Detalhes bibliográficos
Ano de defesa: 2013
Autor(a) principal: Souto, Roberto Nunes Vianconi
Orientador(a): Não Informado pela instituição
Banca de defesa: Não Informado pela instituição
Tipo de documento: Dissertação
Tipo de acesso: Acesso aberto
Idioma: por
Instituição de defesa: Universidade Federal de Mato Grosso
Brasil
Instituto de Ciências Humanas e Sociais (ICHS)
UFMT CUC - Cuiabá
Programa de Pós-Graduação em Geografia
Programa de Pós-Graduação: Não Informado pela instituição
Departamento: Não Informado pela instituição
País: Não Informado pela instituição
Palavras-chave em Português:
EVI
Link de acesso: http://ri.ufmt.br/handle/1/1262
Resumo: Agriculture in Mato Grosso has ever intensifying its production and has excelled, reaching a level of lead in the country. In this context, remote sensing has been used in the mapping and monitoring of growing areas for acquisition of agricultural information updated. Despite its potential, there is also limiting the performance of sensor systems available, that due to issues such as their spatial resolution, but mainly by the temporal resolution and availability of good quality images during the period of cultivation. Thus, the present study aimed to investigate the separability of the main crops in the Planalto dos Guimarães, in the state of Mato Grosso, through the analysis of multitemporal images of the sensor system Terra MODIS. The methodology consisted in the systematic analysis of EVI of major crops, together with monitoring of phenological development by periodic work field. The similarity of the time profiles of EVI was examined from a hierarchical cluster analysis, and thus generated subclasses similar to each culture. The pixel selection of images, from the quality indicators Quality Assurance (QA) Reliability and resulted in the generation of eight sets of images that were used for the analysis of separability between subclasses aggregate.
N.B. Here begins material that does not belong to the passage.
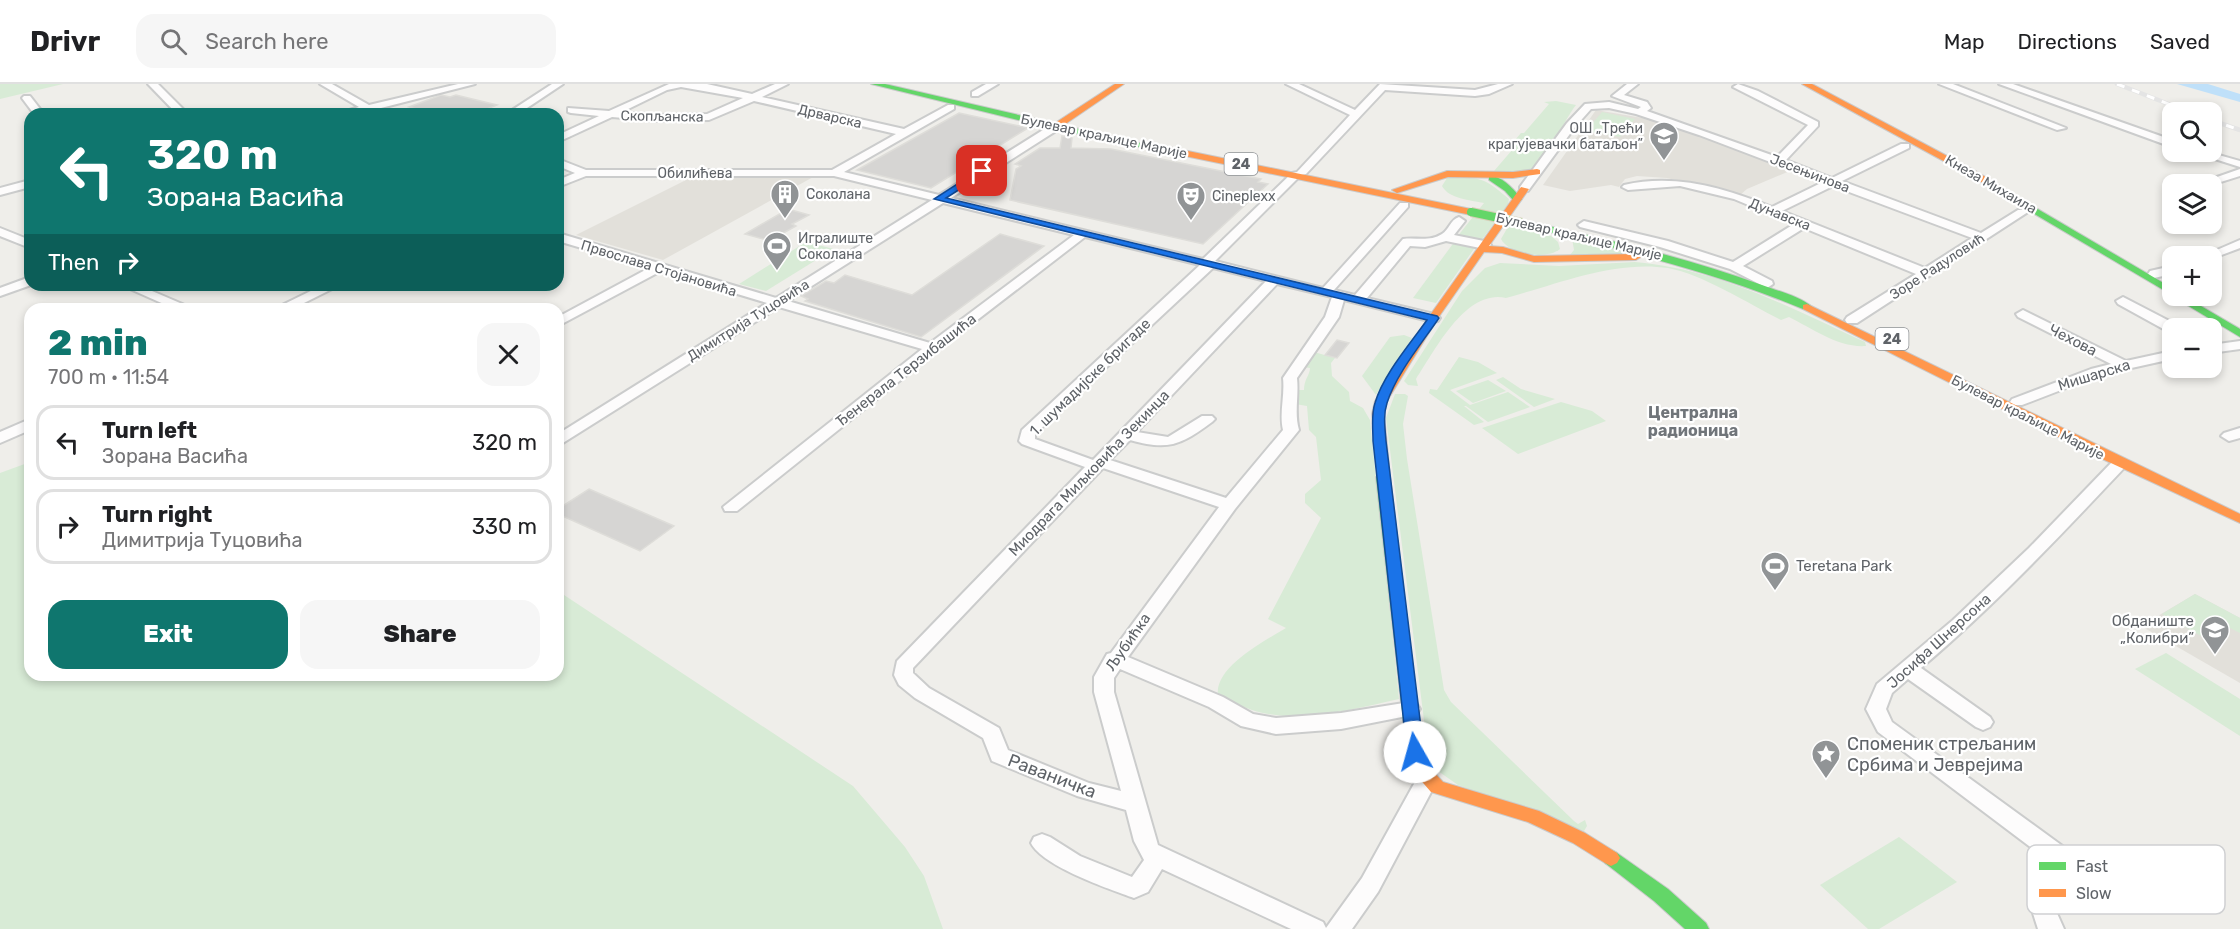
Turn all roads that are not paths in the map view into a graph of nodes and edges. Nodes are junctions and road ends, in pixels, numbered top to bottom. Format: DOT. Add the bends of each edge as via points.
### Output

As indicators of separability were used to fashion the mean value t test T unpaired and counting pairs of values of EVI of subclasses with a significant difference between the averages for the image of each date and level of QA. Results show that a better separability requires the use of images with higher quality and MODIS images should not be classified without prior evaluation of the quality of the pixels. However, between the second half of December and first week of January, which usually happens as much vegetative growth of cultivars of the first season, there is great difficulty in finding pixels valid at levels higher quality, which are nonexistent levels QA 0001 and QA 0010.